Excerpts from a dataset
━━━━━━━━

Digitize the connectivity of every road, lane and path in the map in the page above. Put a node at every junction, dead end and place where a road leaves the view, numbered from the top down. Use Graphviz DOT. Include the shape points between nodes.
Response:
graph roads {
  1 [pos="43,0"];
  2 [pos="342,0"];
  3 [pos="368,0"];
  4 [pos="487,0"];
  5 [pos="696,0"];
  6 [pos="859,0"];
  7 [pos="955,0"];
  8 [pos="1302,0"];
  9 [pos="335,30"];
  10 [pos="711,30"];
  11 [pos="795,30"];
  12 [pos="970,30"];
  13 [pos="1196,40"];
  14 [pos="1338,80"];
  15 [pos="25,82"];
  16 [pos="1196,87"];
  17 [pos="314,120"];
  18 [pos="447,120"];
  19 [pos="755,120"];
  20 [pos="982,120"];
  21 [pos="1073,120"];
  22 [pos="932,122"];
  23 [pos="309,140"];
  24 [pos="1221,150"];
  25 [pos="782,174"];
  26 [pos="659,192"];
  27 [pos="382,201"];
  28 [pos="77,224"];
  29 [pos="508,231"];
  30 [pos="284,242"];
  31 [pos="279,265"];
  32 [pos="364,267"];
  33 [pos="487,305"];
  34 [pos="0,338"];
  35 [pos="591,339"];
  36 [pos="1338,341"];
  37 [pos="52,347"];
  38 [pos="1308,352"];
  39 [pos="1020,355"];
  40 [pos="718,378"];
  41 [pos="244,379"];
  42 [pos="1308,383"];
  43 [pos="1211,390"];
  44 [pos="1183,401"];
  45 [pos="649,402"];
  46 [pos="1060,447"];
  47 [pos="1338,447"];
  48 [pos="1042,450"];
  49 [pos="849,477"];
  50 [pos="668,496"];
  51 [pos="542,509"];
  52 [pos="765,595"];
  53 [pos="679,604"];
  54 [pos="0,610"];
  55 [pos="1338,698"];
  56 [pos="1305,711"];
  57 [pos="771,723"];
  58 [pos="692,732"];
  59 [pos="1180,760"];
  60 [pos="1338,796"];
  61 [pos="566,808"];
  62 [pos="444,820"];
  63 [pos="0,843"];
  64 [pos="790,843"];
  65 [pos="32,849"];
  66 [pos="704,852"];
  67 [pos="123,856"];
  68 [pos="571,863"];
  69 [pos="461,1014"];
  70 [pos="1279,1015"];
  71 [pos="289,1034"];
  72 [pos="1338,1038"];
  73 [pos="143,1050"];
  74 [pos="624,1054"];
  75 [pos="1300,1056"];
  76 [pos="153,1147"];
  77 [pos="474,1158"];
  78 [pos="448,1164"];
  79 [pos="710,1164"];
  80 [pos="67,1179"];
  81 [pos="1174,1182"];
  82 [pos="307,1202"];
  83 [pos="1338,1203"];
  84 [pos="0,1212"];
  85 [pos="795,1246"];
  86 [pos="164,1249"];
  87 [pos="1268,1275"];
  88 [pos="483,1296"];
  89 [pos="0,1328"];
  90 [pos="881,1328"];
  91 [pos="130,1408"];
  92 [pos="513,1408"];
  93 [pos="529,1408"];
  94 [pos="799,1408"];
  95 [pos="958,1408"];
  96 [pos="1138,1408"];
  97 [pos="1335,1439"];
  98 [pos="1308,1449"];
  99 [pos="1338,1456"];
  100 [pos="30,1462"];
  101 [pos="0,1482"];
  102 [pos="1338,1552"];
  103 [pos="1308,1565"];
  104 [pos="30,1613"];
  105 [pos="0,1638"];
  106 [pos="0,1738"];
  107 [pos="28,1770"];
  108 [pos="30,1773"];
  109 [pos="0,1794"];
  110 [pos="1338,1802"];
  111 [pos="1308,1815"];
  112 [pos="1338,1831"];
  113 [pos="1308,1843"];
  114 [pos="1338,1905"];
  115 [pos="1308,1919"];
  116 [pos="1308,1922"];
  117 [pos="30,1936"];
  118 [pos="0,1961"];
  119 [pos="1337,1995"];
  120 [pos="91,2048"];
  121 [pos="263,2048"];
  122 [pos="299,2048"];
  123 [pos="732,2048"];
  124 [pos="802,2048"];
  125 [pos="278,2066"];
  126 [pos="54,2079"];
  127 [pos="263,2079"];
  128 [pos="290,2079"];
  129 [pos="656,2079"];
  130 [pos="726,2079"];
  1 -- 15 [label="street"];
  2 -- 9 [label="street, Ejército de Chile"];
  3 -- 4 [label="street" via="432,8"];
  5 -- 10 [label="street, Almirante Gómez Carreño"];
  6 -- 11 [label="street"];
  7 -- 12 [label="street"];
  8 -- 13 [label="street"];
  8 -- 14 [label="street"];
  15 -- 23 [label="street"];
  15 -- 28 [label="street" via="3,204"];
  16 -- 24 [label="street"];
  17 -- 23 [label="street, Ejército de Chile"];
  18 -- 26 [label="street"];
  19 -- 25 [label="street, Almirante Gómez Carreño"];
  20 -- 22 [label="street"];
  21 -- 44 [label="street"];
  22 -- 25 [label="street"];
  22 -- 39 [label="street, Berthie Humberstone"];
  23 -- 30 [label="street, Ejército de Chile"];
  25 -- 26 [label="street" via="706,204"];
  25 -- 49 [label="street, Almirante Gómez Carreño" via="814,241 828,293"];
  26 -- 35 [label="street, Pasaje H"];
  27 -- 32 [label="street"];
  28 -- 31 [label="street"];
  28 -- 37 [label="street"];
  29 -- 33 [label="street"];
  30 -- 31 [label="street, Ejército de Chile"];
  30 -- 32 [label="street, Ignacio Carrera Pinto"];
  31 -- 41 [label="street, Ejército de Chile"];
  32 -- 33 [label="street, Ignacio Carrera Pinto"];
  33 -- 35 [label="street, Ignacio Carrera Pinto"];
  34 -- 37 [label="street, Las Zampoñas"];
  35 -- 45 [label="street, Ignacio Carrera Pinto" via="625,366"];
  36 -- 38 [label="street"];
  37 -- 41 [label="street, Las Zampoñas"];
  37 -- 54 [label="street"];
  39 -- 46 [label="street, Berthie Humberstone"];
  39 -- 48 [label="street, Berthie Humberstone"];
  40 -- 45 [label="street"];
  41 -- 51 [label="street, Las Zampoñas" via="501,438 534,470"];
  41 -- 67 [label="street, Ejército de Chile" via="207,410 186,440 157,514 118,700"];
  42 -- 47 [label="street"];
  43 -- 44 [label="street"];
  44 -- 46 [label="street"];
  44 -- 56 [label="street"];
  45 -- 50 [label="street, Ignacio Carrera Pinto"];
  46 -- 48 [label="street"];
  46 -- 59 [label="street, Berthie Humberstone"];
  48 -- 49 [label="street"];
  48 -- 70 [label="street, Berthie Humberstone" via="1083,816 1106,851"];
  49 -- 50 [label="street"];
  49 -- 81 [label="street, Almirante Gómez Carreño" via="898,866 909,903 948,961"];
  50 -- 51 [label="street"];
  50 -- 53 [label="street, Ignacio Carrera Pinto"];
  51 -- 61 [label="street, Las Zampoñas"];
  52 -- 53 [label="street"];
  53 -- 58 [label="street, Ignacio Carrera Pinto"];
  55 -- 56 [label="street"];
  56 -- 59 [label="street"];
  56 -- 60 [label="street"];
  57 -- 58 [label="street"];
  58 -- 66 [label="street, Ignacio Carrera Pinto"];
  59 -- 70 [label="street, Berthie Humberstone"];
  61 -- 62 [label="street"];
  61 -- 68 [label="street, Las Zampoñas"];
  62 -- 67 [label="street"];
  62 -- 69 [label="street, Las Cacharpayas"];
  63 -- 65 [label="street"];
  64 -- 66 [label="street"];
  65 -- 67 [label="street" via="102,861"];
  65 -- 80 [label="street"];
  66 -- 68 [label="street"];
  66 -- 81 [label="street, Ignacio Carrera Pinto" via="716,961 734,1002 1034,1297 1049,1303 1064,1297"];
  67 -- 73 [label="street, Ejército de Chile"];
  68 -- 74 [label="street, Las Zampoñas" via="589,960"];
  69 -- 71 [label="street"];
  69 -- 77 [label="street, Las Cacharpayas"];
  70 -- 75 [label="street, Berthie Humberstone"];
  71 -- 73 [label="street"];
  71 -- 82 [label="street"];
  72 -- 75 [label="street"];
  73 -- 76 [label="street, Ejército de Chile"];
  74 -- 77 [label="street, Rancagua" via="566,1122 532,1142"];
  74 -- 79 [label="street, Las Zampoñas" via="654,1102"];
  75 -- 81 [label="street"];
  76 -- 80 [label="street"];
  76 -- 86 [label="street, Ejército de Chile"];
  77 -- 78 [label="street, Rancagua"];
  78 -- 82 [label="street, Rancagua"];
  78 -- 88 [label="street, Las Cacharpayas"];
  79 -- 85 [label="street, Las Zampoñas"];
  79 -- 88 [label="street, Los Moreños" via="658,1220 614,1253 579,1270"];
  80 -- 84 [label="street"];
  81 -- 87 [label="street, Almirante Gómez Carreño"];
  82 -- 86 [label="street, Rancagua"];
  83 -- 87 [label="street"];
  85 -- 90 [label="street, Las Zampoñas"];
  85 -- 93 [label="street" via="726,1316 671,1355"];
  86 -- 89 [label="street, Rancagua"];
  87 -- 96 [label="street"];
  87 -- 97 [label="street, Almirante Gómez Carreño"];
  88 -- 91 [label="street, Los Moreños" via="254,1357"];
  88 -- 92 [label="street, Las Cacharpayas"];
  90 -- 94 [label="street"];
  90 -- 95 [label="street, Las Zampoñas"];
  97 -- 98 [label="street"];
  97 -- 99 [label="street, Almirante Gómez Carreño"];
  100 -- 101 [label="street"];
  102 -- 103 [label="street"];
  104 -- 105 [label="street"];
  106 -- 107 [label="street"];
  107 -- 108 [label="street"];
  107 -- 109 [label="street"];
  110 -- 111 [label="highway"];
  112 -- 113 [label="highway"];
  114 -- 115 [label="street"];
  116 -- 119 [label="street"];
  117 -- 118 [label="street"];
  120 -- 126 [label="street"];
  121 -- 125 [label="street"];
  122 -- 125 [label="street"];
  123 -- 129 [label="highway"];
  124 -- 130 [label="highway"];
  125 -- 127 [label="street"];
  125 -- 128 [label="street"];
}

━━━━━━━━

◆ Problem requirements ◆
What lines of the preceding data include the string "Cacharpayas"? Pull them out.

◆ Written response ◆
  62 -- 69 [label="street, Las Cacharpayas"];
  69 -- 77 [label="street, Las Cacharpayas"];
  78 -- 88 [label="street, Las Cacharpayas"];
  88 -- 92 [label="street, Las Cacharpayas"];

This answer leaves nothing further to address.